Every line with the string "them" must be copied from the entries below.

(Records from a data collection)
--------------------

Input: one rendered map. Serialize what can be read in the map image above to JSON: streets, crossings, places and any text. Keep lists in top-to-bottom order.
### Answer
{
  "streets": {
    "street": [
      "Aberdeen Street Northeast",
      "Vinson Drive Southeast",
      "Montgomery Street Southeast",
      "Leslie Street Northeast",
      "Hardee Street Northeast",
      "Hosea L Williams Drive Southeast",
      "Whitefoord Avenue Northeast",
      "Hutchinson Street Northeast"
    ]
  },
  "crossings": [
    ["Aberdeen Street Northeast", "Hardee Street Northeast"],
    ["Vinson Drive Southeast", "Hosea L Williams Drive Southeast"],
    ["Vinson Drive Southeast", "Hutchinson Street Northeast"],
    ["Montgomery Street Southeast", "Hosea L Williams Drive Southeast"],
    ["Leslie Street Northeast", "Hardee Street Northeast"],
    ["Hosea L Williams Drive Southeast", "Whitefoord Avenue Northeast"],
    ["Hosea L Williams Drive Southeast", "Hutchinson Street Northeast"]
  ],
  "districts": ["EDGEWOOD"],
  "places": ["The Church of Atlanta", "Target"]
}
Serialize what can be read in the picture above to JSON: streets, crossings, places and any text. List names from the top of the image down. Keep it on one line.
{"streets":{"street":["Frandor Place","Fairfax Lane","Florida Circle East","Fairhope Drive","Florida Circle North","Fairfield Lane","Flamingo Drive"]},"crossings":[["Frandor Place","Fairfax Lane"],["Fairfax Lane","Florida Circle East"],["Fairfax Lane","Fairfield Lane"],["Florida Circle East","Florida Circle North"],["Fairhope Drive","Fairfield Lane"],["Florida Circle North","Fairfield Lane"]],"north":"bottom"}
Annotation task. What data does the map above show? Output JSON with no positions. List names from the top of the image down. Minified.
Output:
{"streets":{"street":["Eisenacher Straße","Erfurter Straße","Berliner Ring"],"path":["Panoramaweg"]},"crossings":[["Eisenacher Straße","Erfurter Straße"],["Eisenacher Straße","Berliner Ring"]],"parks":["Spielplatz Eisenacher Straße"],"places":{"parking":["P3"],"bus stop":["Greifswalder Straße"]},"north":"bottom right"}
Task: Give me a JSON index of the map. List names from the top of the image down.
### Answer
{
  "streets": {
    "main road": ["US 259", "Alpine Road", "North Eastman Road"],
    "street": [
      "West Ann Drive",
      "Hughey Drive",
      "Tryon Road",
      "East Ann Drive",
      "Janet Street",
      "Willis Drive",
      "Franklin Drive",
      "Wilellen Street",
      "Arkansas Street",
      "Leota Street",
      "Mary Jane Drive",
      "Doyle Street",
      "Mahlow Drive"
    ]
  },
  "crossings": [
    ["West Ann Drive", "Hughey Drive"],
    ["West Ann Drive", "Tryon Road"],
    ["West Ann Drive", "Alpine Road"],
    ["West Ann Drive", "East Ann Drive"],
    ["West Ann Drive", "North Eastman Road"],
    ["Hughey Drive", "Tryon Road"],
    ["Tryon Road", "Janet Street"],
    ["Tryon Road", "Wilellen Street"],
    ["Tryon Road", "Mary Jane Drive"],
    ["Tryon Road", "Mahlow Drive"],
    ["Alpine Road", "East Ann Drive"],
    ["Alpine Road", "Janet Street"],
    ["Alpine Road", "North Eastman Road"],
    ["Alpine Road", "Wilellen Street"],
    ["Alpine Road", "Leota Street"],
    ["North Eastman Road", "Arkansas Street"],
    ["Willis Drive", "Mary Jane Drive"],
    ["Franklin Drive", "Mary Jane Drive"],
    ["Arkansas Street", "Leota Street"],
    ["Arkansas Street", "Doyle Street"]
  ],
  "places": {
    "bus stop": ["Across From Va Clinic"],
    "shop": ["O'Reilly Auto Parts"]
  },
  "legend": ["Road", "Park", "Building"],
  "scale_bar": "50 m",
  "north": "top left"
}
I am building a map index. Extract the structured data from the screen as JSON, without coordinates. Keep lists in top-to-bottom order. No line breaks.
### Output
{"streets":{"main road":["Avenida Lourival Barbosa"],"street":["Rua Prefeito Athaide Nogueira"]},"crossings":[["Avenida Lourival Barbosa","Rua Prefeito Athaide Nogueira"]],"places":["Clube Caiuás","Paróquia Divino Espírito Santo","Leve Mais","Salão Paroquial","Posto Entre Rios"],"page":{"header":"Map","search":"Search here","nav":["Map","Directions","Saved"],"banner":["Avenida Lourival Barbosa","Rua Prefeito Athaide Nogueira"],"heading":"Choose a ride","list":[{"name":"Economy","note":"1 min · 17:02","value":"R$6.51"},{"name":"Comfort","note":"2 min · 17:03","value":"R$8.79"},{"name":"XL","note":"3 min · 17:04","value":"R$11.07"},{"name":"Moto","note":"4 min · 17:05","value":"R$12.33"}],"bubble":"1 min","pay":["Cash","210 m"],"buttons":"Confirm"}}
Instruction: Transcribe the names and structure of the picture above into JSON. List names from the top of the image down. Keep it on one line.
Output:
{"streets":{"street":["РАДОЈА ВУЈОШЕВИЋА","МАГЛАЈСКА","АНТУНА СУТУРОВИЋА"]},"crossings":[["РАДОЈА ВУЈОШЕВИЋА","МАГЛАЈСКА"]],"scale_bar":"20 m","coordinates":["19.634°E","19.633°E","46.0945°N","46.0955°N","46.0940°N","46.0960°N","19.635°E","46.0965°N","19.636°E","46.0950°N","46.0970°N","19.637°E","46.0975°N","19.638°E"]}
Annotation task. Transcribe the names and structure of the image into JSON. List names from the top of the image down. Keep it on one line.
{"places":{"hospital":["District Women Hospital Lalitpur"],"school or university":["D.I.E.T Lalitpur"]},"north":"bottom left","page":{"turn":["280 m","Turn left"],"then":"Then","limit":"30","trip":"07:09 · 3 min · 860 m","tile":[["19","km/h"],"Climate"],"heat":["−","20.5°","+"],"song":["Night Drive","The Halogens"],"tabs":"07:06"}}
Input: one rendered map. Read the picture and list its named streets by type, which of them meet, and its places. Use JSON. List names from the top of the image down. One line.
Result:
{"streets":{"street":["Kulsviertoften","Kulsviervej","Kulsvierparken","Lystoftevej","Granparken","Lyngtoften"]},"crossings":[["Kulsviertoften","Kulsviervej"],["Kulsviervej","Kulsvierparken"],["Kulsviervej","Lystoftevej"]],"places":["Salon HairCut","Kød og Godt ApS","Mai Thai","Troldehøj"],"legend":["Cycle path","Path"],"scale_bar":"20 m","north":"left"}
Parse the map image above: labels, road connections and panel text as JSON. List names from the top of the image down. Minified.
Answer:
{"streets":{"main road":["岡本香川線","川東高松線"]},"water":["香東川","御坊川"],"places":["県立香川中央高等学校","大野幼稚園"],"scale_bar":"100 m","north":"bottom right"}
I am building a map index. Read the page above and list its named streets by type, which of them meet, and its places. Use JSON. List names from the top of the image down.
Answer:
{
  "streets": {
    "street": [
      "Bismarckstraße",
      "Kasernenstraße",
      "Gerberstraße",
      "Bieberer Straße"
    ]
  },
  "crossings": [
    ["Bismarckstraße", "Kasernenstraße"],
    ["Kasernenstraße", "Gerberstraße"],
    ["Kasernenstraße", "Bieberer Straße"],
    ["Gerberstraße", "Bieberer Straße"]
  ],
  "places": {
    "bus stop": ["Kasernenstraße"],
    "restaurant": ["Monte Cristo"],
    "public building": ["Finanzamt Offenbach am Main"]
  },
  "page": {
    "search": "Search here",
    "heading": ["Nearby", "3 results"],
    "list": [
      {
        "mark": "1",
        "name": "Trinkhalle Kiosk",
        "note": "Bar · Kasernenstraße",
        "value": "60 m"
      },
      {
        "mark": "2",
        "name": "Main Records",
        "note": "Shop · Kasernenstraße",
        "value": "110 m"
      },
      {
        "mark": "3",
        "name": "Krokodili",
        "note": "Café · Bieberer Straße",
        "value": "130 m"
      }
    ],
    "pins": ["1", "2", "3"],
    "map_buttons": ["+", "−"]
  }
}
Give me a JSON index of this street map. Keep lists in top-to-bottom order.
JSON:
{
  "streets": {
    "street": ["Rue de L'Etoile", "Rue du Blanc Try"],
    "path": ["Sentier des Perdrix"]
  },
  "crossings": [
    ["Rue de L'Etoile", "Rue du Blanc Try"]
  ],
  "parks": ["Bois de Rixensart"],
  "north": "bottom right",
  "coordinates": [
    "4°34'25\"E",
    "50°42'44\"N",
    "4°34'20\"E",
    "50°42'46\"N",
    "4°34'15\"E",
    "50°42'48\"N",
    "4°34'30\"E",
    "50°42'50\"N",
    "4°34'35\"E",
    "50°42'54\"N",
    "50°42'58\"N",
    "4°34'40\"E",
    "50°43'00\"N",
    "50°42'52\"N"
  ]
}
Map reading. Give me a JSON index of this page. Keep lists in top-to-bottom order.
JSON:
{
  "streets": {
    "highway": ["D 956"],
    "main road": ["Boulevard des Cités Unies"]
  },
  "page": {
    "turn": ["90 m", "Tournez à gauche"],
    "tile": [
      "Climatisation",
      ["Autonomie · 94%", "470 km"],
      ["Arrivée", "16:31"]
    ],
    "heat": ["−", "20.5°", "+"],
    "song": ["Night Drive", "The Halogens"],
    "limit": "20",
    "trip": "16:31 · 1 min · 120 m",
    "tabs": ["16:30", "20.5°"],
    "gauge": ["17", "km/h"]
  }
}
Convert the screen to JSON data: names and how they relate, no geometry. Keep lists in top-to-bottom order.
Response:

--------------------

- Answer section -
Input: one rendered map. Read the picture and list its named streets by type, which of them meet, and its places. Use JSON. List names from the top of the image down. One line.
I am building a map index. Read the page above and list its named streets by type, which of them meet, and its places. Use JSON. List names from the top of the image down.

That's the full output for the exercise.